Dinner break in around 20 minutes and I'll be happy to see it. I've seen no cards and lost every pot in the last level or so. It's not all bad, none of them have been terminal, but I have dropped back to 24k or so after my heady start this morning.
New table, dinner break...20K.
I raised an aggressive kid with a draw and got myself back to 29k. A few hands later he jams for about 4k and I prepare to call with 88. The Japanese kid behind now makes it 25k all-in, and I of course fold my 88. They flip over A5 and AQ respectively, and I of course immediately flop the 8. Sigh. patience. Back to 26k.
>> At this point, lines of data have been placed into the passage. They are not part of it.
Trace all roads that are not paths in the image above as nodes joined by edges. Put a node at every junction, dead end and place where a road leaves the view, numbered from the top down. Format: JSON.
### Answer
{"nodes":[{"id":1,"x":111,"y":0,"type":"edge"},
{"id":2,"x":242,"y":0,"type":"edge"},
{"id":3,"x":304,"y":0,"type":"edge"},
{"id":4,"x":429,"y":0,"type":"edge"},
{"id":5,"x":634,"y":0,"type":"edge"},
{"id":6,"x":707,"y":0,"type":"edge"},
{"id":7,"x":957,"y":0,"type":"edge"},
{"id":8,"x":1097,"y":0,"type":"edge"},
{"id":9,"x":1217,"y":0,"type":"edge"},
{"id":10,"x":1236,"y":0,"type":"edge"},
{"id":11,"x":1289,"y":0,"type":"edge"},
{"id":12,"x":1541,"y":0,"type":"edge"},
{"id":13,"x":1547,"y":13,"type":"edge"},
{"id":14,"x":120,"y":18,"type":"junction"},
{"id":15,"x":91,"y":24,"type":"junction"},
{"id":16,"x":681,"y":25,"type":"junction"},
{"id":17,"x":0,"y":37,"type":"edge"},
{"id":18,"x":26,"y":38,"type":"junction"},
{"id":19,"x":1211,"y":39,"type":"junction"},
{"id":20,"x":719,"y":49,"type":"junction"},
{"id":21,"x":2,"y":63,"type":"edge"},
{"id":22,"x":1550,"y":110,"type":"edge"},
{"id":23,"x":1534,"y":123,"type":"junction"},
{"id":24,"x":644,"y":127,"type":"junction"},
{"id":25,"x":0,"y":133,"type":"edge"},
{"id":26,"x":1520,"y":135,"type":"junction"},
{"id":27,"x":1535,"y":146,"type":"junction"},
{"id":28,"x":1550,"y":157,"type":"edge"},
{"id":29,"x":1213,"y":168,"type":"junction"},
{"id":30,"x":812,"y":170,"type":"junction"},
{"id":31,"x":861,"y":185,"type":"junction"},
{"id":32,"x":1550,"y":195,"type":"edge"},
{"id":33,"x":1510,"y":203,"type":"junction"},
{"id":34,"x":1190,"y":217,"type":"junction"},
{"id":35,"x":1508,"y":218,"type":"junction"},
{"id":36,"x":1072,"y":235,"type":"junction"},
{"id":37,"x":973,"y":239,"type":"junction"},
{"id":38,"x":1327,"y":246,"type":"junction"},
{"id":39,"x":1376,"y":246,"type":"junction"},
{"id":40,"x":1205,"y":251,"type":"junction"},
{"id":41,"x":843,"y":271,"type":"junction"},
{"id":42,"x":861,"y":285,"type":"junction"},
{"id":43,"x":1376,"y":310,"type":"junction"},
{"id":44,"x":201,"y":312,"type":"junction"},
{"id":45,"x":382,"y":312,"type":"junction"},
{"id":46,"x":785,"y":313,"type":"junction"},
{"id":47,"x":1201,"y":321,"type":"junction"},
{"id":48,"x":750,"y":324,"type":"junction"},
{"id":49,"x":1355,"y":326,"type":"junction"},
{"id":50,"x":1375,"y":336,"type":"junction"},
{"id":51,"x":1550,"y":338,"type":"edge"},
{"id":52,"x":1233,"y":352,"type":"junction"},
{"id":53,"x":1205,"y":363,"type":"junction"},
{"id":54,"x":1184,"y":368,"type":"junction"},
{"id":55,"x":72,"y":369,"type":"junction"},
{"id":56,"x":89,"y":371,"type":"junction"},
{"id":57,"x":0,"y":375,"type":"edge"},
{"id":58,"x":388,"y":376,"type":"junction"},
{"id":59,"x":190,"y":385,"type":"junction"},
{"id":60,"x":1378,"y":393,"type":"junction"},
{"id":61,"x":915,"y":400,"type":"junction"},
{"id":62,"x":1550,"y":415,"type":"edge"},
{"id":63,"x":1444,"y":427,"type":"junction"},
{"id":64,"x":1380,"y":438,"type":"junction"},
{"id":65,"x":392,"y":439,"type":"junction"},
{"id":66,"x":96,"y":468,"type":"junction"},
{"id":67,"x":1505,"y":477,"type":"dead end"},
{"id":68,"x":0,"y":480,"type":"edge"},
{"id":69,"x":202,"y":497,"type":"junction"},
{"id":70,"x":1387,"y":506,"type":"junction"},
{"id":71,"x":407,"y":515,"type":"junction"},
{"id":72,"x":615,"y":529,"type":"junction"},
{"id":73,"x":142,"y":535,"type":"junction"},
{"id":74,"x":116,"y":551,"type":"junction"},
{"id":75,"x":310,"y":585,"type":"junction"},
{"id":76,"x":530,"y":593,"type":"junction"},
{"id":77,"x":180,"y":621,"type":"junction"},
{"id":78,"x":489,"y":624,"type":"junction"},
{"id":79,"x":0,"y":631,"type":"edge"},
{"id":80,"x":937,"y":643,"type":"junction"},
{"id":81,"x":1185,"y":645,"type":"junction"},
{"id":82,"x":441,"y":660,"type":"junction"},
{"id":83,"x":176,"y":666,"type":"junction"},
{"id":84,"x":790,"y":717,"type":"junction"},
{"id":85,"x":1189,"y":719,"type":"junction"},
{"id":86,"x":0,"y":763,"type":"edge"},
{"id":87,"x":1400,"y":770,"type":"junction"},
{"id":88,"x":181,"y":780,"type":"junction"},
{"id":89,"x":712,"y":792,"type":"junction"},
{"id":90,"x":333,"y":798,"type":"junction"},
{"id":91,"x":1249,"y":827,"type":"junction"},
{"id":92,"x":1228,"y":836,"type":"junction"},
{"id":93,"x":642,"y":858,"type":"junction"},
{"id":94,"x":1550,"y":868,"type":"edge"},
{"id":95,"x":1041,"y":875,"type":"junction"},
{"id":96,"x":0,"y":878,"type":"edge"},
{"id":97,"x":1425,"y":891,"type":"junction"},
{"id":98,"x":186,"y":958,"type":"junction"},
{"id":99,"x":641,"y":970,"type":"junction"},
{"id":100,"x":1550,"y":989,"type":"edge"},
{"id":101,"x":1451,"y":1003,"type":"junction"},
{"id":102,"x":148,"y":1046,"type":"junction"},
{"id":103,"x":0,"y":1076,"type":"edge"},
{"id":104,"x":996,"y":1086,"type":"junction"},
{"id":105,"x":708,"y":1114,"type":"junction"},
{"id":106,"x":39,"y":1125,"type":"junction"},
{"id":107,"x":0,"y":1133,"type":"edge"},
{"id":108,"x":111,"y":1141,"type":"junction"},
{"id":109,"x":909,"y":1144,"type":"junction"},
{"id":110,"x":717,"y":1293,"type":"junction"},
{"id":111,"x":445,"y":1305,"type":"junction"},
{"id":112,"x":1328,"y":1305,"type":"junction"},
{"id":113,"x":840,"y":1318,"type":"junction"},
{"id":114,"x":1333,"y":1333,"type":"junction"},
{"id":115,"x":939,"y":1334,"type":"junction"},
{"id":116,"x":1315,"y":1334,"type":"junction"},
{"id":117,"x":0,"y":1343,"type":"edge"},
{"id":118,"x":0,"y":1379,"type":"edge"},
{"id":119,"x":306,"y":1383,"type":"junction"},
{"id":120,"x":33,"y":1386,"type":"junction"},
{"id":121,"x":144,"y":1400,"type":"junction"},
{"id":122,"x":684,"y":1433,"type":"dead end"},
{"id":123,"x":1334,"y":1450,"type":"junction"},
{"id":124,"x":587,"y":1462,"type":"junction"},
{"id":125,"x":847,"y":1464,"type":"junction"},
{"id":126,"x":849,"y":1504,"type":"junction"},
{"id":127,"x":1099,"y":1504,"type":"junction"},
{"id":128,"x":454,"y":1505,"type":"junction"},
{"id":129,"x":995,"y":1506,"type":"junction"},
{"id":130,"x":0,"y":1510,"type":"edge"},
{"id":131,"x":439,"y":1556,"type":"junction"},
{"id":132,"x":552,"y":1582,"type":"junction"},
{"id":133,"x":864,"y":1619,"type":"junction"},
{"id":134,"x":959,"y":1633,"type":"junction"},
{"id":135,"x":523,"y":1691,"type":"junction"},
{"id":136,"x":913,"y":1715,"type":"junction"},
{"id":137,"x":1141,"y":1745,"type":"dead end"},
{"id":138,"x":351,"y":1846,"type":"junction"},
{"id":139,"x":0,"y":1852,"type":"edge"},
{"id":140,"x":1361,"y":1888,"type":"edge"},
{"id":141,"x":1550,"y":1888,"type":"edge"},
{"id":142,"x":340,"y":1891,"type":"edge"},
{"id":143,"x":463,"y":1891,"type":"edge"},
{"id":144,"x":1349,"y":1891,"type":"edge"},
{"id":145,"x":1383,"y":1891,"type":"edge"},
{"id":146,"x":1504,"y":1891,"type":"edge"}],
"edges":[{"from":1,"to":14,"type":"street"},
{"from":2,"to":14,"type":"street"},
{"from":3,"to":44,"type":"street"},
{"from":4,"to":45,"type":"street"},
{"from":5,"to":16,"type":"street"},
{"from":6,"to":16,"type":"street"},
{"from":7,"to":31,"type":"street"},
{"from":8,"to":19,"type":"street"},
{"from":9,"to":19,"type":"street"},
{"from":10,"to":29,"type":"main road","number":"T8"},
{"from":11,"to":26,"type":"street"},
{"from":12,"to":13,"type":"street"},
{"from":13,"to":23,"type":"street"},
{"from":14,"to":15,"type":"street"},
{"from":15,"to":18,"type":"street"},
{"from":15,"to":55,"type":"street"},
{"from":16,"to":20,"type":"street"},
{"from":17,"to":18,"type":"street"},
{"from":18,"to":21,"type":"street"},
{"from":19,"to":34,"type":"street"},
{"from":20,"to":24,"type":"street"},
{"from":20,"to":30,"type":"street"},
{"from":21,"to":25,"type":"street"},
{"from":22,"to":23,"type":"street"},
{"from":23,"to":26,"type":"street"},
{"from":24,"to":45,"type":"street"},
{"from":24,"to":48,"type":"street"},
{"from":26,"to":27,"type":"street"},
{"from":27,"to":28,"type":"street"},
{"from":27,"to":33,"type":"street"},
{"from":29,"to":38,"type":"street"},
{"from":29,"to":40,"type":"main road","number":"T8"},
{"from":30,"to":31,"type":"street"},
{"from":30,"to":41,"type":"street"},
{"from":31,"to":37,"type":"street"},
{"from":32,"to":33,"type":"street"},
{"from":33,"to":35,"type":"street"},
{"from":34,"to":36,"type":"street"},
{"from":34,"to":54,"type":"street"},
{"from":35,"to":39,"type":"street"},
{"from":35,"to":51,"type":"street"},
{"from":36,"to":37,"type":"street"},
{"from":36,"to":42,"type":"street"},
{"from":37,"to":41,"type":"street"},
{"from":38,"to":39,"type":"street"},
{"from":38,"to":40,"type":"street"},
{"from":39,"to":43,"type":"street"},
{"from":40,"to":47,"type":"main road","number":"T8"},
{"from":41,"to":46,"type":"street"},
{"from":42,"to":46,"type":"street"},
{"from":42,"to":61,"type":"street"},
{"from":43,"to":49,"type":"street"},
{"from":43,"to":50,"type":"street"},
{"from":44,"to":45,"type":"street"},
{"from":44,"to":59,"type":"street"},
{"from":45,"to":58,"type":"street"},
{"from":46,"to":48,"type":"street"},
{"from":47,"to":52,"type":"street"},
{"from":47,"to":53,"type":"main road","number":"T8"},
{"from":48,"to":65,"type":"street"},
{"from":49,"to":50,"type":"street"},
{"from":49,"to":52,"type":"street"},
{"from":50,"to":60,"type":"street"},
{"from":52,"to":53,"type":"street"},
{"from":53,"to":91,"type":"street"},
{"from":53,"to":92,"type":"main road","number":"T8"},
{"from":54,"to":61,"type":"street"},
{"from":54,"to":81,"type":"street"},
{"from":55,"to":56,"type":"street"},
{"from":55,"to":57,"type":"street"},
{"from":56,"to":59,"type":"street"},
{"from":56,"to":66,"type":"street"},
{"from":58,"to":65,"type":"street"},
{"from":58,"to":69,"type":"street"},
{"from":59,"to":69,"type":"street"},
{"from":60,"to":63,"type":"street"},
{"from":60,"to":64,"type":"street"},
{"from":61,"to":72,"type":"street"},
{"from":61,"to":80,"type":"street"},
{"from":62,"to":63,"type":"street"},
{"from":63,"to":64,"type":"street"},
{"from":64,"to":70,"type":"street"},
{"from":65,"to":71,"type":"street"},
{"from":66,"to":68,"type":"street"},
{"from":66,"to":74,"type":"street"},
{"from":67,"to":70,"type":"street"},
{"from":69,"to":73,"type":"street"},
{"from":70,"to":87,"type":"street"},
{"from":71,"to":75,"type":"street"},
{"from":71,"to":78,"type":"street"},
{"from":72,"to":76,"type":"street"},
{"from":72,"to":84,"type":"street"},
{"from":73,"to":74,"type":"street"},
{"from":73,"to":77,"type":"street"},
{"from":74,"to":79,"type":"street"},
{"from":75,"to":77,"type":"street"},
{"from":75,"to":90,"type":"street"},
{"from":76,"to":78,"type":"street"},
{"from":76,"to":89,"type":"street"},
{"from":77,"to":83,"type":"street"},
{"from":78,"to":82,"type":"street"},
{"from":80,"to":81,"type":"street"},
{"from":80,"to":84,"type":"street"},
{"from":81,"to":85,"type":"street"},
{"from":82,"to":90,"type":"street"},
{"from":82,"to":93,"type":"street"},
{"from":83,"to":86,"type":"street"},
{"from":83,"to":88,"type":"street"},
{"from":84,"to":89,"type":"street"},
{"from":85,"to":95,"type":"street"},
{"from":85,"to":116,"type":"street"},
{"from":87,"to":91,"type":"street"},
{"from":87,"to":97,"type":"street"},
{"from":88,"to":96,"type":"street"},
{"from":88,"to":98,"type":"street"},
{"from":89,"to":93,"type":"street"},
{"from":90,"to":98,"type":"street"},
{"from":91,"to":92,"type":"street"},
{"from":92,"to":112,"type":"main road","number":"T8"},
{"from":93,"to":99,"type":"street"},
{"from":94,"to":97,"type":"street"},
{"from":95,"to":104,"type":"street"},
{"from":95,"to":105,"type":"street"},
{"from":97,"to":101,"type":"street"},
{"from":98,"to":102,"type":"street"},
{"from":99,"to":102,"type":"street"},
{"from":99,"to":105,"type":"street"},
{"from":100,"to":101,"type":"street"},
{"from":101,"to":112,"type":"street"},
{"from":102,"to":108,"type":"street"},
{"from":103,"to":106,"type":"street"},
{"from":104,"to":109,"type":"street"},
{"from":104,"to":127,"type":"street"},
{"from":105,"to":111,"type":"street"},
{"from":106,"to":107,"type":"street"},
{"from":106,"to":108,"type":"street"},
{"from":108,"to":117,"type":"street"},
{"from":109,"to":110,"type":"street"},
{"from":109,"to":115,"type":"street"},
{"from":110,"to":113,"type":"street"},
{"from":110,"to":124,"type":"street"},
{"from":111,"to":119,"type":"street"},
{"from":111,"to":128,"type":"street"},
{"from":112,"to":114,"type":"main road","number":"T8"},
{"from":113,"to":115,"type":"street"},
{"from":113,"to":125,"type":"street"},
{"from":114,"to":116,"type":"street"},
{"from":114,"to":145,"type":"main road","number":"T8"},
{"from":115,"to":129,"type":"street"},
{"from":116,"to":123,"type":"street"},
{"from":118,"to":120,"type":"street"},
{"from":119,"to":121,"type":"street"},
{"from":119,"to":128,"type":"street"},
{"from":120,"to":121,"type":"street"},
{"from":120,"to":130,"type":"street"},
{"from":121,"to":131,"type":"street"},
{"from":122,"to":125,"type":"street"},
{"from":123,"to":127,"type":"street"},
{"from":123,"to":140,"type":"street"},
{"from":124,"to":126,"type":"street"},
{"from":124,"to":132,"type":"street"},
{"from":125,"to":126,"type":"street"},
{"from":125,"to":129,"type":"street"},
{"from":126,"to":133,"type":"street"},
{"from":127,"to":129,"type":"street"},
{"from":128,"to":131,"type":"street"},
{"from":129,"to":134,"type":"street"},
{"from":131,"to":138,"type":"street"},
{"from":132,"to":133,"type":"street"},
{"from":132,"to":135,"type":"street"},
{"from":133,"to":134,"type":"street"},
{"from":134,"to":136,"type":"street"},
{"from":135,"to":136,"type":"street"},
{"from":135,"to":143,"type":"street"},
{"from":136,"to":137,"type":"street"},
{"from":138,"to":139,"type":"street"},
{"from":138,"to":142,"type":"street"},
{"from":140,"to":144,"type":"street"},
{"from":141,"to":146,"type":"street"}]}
Japanese kid and French kid at the table just play a huge (ish) pot all-in preflop for around 50k. One has AK offsuit, the other has 10 10. Japan wins with 10 10, and I'm mentally scratching my head as to what the hell just happened...
Momentum time. Up to 48k after getting more aggressive on the flop even when missing. Roughly halfway through level 8 now, and approaching the final break of day 1B. Blinds are currently 75/300/600, and screen shows a total of nearly 6,700 entrants.
Final break of the day, and I'm still on around the 40K mark. I have a couple of kids from the UK on the table. Not too much dancing around but they can obviously play a bit, nice enough guys. For now the table is OK without trying to force things too much as my stack at the moment is just fine, and there's good potential to get paid if you connect on the right flop here.
After coming back I've been selectively pilfering a few chips here and there, I've got myself up to a very healthy 60K at last. Table is still pretty volatile with people spazzing out all over the place, so I'm picking my moments as I'd rather not let someone else's shocking play chop me back down to a short stack needlessly.
One of the young English kids just shipped 24K preflop with KJ offsuit preflop. He gets called almost all-in by A7 suited, and looks like going home, but rivers a King, to now be on 50K+ when he was virtually out the door. Not judging, people can do whatever they like. It's just not my style, rightly or wrongly.